By the way, して*るんです*が, 思*うんです*が, ということ*なんです* and the like are normally polite as colloquial. These ん are all in place for の.


----------



## frequency

Nino83 said:


> if this assimilation happens only with the final particle _no_ (interrogative/affirmative _no, nodesu, nodesuka_ and so on) or if it happens also with the nominalizer _no_ (_no_ + case particle).



No rules.
勉強してんの？(This is what you've suggested. ん before の.) But

勉強してんです。
勉強してんだ。 
勉強してんじゃないの？

（こういうのってどうなんですかね？しょうがないのかな？）


----------



## Schokolade

Nino83 said:


> if it (る＋の⇒んの) happens also with the nominalizer _no_ (_no_ + case particle).



Yes. *る*+*の*⇒*んの* can also happen with the nominaliser *の* + case particle (が、の、を、に、と、より、から etc), but _only _in colloquial/casual speech. Eg:

「ジョンさんが勉強して*んの*、知ってるよ。」-- して*るの*(*を*)⇒して*んの*(*を*) (← を is left out)
「浮気して*んのが*バレた。」-- して*るの**が*⇒して*んの**が*
「写真で見*んのと*生で見*んのと*じゃ、全然違うな～。」-- 見*るの**と*⇒見*んの**と*
「待たされ*んのに*は慣れてるよ。」-- され*るの**に*は⇒され*んの**に*は
「逃げ*んので*精いっぱいだったわ…。」-- 逃げ*るので*⇒逃げ*んので*


----------



## Nino83

Thank you all!


Schokolade said:


> Yes. *る*+*の*⇒*んの* can also happen with the nominaliser *の* + case particle (が、の、を、に、と、より、から etc), but _only _in colloquial/casual speech.


Thank you for the examples, Schokolade.
It's interesting the fact  that the particle を is easily dropped.


frequency said:


> 勉強してんです。
> 勉強してんだ。
> 勉強してんじゃないの？


In these cases can, for example, 勉強してんだ be interpreted both as 勉強して(ください)のだ and 勉強してるのだ, or only the second interpretation is possible (i.e as far as I know のだ is not used after an "imperative/request" so there isn't any ambiguity)?


----------



## frequency

Nino83 said:


> only the second interpretation is possible


Yes, 勉強してんだ is normally understood as _I'm studying_. Formally, it should be 勉強しているのだ。

But if you say 勉強しているのだ, you may sound like a samurai man―a bit pompous. 勉強してんだ is more everyday and casual speech.


> (i.e as far as I know のだ is not used after an "imperative/request" so there isn't any ambiguity)?

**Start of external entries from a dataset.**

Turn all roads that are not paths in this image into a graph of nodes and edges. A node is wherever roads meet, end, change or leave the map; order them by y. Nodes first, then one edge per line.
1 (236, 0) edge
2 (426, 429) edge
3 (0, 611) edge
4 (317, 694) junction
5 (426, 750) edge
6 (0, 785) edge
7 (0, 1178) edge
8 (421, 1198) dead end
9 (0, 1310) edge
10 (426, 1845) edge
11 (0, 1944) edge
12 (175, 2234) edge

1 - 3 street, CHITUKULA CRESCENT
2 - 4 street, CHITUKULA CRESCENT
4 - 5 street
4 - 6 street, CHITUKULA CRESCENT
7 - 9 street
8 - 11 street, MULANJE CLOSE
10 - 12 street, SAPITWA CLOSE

Yes, excellent. Since ～～のだ shows affirmation, imperative/request speech conflicts with this affirmative way. So say
勉強しろ！, 勉強して！ or 勉強してください.

Of course you can say 勉強してんだ。 to somebody who is studying (not you), when you want to make sure with him or her.


----------



## Nino83

Good! 
Thank you


----------



## Nino83

Hello again!
What about 分か*んね*?
In this page it is said it is a contraction of 分か*るね* while in this page it is said it is a contraction of 分か*らない*, cognate to 分かんない of the Tokyo dialect.
Can both る and ら be contracted to ん. If is it the case, does the meaning of 分かんね change depending on intonation (interrogative 分かんね? = 分かるね?, affirmative 分かんね = 分からない)?
Another question. Is the contraction of ない to ね perceived as dialectal and rude in Tokyo or is it widespread and considered acceptable in speech in the Kantō region?


----------



## karlalou

分からない and 分かんない are nothing else but the negative form of 分かる.

ね of 分かるね is clearly an affirmative marker.

All of these can be used as a casual question.


分かんね？ is ambiguous, can mean either 分かるね？ or 分からない？.
I need contexts and the tone of voice to know what it is. It can be soft or rough or rude or tender, but never be standard or polite.


----------



## frequency

Nino83 said:


> What about 分か*んね*?
> while in this page it is said it is a contraction of 分か*らない*, is it widespread and considered acceptable in speech in the Kantō region?


You know, this page says "North".

Now we often and informally say じゃね？, instead of じゃない？
This is the way of Ibaraki dialect that has become hugely popular among us these years. That わかんね makes me feel that the person who made this page might have found somewhere. I say that one is similar to it, and the people in Ibaraki or northern areas may say わかんね, actually. If so, it is わからない.

Usually, わかんねえ would be the slang of わかんない.

Say わかんないんじゃね？aloud with a bit strong rising intonation. You'll find that you become a funny countryman. (This is the reason why this way has become very popular I sometimes use it, too.)


----------



## Nino83

Thank you everyone!


karlalou said:


> I need contexts and the tone of voice to know what it is.


So 分かんね could be ambiguous (分かるね? => 分かんね?; 分からない => 分かんね) without context and intonation.


frequency said:


> This is the way of Ibaraki dialect that has become hugely popular among us these years.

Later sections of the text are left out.